══ Materials provided ══
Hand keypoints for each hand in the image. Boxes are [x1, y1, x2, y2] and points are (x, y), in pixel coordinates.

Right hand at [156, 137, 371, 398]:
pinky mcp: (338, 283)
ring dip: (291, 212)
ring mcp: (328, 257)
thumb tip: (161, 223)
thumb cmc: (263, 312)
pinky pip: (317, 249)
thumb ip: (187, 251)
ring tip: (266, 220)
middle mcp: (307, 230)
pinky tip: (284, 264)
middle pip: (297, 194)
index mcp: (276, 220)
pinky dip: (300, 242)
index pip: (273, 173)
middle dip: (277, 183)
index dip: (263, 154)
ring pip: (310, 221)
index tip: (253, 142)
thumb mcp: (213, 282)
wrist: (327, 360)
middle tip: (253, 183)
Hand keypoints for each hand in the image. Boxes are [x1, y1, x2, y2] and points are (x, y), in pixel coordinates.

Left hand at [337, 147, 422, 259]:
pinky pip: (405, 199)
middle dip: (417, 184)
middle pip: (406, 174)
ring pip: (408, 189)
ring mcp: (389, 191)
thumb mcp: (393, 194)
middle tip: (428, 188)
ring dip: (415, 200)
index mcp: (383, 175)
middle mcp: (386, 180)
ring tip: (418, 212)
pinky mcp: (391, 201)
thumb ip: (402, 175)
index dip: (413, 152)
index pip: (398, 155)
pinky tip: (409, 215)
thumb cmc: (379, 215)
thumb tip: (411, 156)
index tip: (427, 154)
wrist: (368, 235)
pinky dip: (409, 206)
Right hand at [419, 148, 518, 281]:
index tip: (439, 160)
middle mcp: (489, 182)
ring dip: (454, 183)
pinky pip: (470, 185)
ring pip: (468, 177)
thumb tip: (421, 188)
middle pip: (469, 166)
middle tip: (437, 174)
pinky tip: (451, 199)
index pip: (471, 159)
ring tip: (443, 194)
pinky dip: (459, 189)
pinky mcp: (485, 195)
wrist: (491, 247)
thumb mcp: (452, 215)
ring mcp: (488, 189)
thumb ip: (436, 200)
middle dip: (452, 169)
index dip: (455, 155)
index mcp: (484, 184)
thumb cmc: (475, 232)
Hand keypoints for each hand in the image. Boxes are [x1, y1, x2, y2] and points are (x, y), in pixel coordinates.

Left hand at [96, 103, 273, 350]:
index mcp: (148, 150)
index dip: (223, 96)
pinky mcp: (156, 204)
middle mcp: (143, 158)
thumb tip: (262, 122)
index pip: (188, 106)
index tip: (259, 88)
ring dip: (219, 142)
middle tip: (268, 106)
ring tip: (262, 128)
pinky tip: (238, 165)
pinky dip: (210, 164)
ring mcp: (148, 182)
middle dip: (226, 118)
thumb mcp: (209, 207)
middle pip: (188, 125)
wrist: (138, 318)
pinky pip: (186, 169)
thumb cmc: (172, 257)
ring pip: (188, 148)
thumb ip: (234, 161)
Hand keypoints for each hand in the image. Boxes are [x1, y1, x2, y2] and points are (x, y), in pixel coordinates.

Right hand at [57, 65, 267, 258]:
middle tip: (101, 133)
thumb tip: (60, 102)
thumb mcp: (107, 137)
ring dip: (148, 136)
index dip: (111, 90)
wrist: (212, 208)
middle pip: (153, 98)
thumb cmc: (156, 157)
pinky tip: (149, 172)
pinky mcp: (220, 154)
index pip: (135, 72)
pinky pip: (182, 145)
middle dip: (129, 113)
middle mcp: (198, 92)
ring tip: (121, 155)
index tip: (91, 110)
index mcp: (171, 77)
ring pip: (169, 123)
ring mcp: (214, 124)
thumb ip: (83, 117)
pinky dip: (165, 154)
═══
Each entry above must be repeated exactly, with nothing dropped.

Hand keypoints for each hand in the image. Boxes are [x1, y1, x2, y2] and points are (x, y), in pixel coordinates.

Right hand at [156, 137, 371, 398]:
pinky mcp: (338, 283)
ring dip: (291, 212)
ring mcp: (328, 257)
thumb tip: (161, 223)
thumb cmc: (263, 312)
pinky pip: (317, 249)
thumb ip: (187, 251)
ring tip: (266, 220)
middle mcp: (307, 230)
pinky tip: (284, 264)
middle pip: (297, 194)
index mcp: (276, 220)
pinky dip: (300, 242)
index pip: (273, 173)
middle dip: (277, 183)
index dip: (263, 154)
ring pip: (310, 221)
index tip: (253, 142)
thumb mcp: (213, 282)
wrist: (327, 360)
middle tip: (253, 183)
Hand keypoints for each hand in the image. Boxes are [x1, y1, x2, y2] and points are (x, y), in pixel coordinates.

Left hand at [337, 147, 422, 259]:
pinky pip: (405, 199)
middle dip: (417, 184)
middle pip: (406, 174)
ring pip: (408, 189)
ring mcp: (389, 191)
thumb mcp: (393, 194)
middle tip: (428, 188)
ring dip: (415, 200)
index mcp: (383, 175)
middle mcp: (386, 180)
ring tip: (418, 212)
pinky mcp: (391, 201)
thumb ip: (402, 175)
index dip: (413, 152)
index pip: (398, 155)
pinky tip: (409, 215)
thumb cmc: (379, 215)
thumb tip: (411, 156)
index tip: (427, 154)
wrist: (368, 235)
pinky dip: (409, 206)
Right hand at [419, 148, 518, 281]:
index tip: (439, 160)
middle mcp: (489, 182)
ring dip: (454, 183)
pinky pip: (470, 185)
ring pip: (468, 177)
thumb tip: (421, 188)
middle pip: (469, 166)
middle tip: (437, 174)
pinky tip: (451, 199)
index pip: (471, 159)
ring tip: (443, 194)
pinky dip: (459, 189)
pinky mcp: (485, 195)
wrist: (491, 247)
thumb mcp: (452, 215)
ring mcp: (488, 189)
thumb ip: (436, 200)
middle dip: (452, 169)
index dip: (455, 155)
index mcp: (484, 184)
thumb cmc: (475, 232)
Hand keypoints for each hand in the image. Boxes are [x1, y1, x2, y2] and points are (x, y), in pixel coordinates.

Left hand at [96, 103, 273, 350]:
index mcp: (148, 150)
index dip: (223, 96)
pinky mcp: (156, 204)
middle mcp: (143, 158)
thumb tip: (262, 122)
index pip: (188, 106)
index tip: (259, 88)
ring dip: (219, 142)
middle tip: (268, 106)
ring tip: (262, 128)
pinky tip: (238, 165)
pinky dip: (210, 164)
ring mcp: (148, 182)
middle dip: (226, 118)
thumb mcp: (209, 207)
middle pip: (188, 125)
wrist: (138, 318)
pinky pip: (186, 169)
thumb cmc: (172, 257)
ring pip: (188, 148)
thumb ip: (234, 161)
Hand keypoints for each hand in the image. Boxes are [x1, y1, x2, y2] and points are (x, y), in pixel coordinates.

Right hand at [57, 65, 267, 258]:
middle tip: (101, 133)
thumb tip: (60, 102)
thumb mcp: (107, 137)
ring dip: (148, 136)
index dip: (111, 90)
wrist: (212, 208)
middle pip: (153, 98)
thumb cmc: (156, 157)
pinky tip: (149, 172)
pinky mcp: (220, 154)
index pip: (135, 72)
pinky pip: (182, 145)
middle dip: (129, 113)
middle mcp: (198, 92)
ring tip: (121, 155)
index tip: (91, 110)
index mcp: (171, 77)
ring pip: (169, 123)
ring mcp: (214, 124)
thumb ip: (83, 117)
pinky dip: (165, 154)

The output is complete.